PolyU participates in the global competition for top doctoral candidates with generous scholarship packages (such as the approximately HK$1.67 million HKPFS package) — this is one of the human-capital foundations behind its upward research trajectory (rising to 54th in the QS World University Rankings 2026, see 03 Rankings · Ranking Trajectory).

This competition for doctoral talent is not unique to Hong Kong — Singapore, mainland China’s top universities, and research universities in Europe and North America are all using similar scholarship mechanisms to compete for the same pool of top global applicants.
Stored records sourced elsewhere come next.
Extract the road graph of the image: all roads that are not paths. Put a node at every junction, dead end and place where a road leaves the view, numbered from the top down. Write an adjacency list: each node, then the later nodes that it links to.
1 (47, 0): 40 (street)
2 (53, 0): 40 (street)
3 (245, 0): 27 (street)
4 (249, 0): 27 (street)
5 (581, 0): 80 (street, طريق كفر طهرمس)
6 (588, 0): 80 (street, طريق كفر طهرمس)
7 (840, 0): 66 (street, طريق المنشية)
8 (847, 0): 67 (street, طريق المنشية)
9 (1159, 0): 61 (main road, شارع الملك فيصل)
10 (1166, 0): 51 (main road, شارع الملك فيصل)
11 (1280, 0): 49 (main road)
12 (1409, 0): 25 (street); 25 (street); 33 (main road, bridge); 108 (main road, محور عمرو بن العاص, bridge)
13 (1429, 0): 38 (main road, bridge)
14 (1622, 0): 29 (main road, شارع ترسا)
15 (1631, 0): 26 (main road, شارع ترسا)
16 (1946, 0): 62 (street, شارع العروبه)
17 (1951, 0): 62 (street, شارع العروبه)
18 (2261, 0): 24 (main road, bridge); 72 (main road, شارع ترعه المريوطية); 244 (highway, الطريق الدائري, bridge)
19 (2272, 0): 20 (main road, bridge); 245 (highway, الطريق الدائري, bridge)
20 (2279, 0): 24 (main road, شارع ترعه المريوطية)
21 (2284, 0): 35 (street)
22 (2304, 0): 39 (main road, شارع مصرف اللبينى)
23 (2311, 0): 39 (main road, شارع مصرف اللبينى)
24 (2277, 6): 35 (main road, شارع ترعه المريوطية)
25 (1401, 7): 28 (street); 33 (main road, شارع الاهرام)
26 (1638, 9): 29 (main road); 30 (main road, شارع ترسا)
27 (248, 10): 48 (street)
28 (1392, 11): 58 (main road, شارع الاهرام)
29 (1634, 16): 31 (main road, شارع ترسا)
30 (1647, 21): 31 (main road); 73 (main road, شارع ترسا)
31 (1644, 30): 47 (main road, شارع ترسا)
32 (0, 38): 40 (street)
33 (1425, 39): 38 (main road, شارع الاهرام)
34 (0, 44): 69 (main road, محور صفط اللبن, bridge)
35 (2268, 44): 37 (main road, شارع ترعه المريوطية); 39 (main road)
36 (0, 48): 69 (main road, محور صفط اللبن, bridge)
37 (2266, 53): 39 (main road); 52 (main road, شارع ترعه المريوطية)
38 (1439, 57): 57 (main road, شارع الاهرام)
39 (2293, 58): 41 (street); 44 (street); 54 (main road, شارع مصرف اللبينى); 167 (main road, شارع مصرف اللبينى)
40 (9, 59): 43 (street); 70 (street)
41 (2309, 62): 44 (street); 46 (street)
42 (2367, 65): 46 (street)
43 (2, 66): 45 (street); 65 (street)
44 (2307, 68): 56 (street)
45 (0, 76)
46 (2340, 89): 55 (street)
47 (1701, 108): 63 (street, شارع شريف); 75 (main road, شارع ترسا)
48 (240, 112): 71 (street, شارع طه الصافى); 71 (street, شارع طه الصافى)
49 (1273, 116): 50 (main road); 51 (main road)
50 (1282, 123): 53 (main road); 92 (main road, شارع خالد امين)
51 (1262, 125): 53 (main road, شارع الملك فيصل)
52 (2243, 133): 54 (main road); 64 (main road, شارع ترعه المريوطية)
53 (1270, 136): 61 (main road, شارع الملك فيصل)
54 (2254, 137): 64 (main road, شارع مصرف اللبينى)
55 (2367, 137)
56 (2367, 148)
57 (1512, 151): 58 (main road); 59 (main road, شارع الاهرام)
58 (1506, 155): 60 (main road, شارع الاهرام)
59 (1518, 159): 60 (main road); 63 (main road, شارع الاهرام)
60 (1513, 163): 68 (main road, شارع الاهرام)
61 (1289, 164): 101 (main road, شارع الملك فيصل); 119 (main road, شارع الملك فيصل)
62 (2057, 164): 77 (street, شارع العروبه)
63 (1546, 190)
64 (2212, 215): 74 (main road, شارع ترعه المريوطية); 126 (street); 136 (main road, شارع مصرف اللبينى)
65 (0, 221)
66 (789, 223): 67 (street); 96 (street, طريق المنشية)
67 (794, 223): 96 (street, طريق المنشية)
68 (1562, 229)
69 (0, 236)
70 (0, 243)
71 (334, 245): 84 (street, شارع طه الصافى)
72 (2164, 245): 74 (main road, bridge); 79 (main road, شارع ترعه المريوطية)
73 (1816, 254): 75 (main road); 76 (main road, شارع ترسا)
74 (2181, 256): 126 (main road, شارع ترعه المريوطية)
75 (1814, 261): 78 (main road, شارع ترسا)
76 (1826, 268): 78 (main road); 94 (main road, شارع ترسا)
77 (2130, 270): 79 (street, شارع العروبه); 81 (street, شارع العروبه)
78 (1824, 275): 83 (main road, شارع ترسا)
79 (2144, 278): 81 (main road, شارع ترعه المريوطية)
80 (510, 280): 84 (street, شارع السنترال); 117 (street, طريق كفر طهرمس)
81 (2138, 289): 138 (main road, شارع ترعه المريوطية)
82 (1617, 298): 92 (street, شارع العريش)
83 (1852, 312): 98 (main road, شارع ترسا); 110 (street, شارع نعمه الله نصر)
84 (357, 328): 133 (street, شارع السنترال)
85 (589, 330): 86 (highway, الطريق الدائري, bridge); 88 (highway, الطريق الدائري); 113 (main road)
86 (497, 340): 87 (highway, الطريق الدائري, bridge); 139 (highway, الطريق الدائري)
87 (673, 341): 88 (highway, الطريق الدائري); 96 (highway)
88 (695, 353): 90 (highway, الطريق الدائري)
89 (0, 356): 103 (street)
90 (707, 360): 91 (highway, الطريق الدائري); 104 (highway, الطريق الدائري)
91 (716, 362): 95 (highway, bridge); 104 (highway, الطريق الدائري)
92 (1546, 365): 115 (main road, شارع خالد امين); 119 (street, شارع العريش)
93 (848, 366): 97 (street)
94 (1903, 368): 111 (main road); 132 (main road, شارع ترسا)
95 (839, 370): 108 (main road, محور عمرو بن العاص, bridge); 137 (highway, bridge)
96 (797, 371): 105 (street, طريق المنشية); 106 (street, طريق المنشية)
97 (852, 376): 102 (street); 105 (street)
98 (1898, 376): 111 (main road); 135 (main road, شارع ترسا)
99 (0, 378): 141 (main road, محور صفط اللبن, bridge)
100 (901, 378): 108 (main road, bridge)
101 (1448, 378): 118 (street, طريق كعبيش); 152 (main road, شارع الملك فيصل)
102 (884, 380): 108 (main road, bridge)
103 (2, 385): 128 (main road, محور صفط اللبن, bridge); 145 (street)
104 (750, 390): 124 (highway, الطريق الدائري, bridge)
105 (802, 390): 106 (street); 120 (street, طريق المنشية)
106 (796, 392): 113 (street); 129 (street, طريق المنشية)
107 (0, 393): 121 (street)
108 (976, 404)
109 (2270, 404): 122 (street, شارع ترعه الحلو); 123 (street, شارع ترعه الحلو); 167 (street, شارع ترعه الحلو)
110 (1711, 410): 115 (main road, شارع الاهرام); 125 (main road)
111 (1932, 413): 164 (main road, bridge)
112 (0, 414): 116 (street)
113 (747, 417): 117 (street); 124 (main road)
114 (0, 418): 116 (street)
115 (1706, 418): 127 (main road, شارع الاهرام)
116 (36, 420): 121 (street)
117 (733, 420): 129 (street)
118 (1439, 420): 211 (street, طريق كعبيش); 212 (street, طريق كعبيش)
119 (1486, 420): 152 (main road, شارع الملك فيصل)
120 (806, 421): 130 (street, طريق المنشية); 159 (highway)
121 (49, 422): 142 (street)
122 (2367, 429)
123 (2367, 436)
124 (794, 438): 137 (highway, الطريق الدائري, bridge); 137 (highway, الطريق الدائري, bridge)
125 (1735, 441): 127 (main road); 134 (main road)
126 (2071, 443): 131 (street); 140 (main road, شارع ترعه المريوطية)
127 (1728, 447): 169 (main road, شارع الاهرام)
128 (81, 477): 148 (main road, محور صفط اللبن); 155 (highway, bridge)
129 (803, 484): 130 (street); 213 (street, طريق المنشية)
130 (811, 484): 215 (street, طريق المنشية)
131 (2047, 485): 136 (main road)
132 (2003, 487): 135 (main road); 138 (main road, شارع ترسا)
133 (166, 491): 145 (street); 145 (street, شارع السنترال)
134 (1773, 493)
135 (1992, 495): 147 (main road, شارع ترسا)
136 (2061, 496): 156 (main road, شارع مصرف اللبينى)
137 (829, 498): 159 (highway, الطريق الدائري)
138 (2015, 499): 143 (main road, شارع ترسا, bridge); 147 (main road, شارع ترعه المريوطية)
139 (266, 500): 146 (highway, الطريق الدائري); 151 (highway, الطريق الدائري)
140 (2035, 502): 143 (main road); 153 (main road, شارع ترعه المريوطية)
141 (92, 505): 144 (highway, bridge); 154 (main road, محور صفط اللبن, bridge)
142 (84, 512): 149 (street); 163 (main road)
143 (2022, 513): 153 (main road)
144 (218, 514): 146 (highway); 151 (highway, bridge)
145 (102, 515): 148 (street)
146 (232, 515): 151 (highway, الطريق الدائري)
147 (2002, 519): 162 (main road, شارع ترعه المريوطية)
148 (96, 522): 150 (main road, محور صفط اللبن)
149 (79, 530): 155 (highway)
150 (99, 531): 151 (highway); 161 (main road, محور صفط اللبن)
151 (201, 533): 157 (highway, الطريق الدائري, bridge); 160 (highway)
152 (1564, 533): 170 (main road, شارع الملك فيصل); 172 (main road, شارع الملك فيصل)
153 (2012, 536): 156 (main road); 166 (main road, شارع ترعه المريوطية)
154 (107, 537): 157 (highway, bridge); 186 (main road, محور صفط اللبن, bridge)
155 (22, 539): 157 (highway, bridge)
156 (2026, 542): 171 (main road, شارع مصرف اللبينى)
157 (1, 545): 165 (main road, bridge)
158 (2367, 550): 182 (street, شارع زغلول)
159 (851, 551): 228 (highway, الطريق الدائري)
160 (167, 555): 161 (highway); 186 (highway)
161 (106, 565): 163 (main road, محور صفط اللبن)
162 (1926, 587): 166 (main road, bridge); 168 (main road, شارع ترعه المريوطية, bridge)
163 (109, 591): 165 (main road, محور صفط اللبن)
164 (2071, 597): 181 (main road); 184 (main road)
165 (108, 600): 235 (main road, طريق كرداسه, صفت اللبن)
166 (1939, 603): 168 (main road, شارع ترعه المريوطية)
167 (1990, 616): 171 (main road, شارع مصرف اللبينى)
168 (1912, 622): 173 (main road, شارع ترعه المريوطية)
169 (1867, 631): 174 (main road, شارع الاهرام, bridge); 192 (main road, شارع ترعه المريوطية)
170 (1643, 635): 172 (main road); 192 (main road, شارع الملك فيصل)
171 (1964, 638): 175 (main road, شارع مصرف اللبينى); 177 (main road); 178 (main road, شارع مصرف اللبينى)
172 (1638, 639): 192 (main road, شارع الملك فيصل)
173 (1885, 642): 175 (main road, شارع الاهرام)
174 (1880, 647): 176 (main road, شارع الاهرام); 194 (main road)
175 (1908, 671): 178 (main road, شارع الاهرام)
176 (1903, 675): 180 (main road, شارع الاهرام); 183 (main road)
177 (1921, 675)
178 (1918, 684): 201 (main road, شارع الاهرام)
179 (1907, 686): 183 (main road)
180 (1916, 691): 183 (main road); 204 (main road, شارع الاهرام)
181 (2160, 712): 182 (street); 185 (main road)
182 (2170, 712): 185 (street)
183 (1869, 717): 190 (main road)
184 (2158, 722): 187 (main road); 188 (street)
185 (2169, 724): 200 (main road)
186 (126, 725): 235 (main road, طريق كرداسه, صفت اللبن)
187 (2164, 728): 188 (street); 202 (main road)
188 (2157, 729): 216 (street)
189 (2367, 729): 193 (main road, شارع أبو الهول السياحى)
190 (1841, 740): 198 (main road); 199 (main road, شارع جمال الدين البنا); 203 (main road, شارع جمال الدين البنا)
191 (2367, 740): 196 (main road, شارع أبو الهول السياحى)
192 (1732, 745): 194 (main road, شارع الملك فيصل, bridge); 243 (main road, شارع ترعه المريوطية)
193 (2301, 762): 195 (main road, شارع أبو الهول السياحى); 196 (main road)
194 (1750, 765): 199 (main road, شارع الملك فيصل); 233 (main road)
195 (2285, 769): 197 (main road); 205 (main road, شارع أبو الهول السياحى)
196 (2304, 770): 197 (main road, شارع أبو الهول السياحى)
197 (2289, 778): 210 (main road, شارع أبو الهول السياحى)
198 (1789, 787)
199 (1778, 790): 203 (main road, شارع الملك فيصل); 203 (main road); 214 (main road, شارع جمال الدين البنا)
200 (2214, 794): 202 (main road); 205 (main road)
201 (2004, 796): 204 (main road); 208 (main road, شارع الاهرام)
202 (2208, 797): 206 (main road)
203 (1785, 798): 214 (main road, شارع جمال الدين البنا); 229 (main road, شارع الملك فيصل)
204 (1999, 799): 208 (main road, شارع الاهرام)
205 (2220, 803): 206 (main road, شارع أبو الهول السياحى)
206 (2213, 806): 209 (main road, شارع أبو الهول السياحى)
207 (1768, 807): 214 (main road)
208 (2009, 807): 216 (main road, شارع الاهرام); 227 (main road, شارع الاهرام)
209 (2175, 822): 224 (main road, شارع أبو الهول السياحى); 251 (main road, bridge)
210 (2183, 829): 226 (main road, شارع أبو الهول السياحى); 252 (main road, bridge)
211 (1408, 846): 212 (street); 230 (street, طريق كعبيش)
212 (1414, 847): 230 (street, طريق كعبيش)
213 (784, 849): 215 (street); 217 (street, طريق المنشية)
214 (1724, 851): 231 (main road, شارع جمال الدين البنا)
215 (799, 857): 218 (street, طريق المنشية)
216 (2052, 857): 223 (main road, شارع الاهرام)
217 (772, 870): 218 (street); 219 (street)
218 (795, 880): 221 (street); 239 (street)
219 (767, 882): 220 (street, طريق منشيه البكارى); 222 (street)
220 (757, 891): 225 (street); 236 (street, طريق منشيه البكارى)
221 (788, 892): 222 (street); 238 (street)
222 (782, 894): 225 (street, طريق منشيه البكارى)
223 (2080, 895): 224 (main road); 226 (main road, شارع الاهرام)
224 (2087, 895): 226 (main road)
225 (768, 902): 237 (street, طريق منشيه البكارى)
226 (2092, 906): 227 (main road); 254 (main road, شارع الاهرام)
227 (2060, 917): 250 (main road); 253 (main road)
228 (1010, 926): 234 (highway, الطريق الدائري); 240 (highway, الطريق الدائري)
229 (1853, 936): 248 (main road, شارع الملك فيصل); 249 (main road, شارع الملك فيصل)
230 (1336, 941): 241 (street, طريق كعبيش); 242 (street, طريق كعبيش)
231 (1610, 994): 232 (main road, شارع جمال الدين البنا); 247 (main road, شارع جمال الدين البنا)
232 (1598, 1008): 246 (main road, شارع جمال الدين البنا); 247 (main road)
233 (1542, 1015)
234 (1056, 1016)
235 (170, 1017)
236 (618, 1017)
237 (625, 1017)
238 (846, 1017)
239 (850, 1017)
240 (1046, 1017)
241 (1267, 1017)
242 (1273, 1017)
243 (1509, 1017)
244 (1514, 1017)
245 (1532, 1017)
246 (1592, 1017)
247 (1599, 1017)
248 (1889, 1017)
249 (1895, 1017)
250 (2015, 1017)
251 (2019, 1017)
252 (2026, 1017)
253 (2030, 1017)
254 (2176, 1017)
PolyU’s chosen approach — a “generous funding package + guaranteed accommodation” model that removes life’s worries in one fell swoop — also reflects, to some extent, the reality of Hong Kong’s high cost of living: if funding were insufficient to cover accommodation and living expenses, even the most brilliant doctoral candidate might be forced by financial pressure to choose another university.


5. Placed Within PolyU’s Research Landscape

The Graduate School and doctoral training form the “human-capital base” of PolyU’s research system:

Component Vehicle
Research talent development Graduate School (PhD/MPhil)
Interdisciplinary breakthroughs PAIR (see pair-interdisciplinary-research.md)
National-level deep cultivation State Key Laboratories (see state-key-laboratories.md)
Global collaboration InnoHK, dual PhD programmes (see innohk-and-knowledge-transfer.md)
Knowledge transfer Knowledge transfer, InnoHub (see output-and-innovation.md)

Without a sufficient supply of outstanding doctoral students and researchers, even the best platforms cannot produce results. The creation of the Graduate School and the generous scholarship packages are precisely about “building a talent reserve and guaranteeing output” for PolyU’s research — and this is why, in the 2020s, PolyU has been simultaneously pushing forward Graduate School coordinating reform, the PAIR interdisciplinary platform integration, and the InnoHK global collaboration: the three correspond to strengthening the “people,” “organisation,” and “network” layers of the research fundamentals in parallel.


6. Sources

This entry is a research-training reference file in the archive; data is based on PolyU Graduate School official primary sources and authoritative media. Scholarship amounts and schemes are subject to annual adjustments; please verify with the latest official announcements.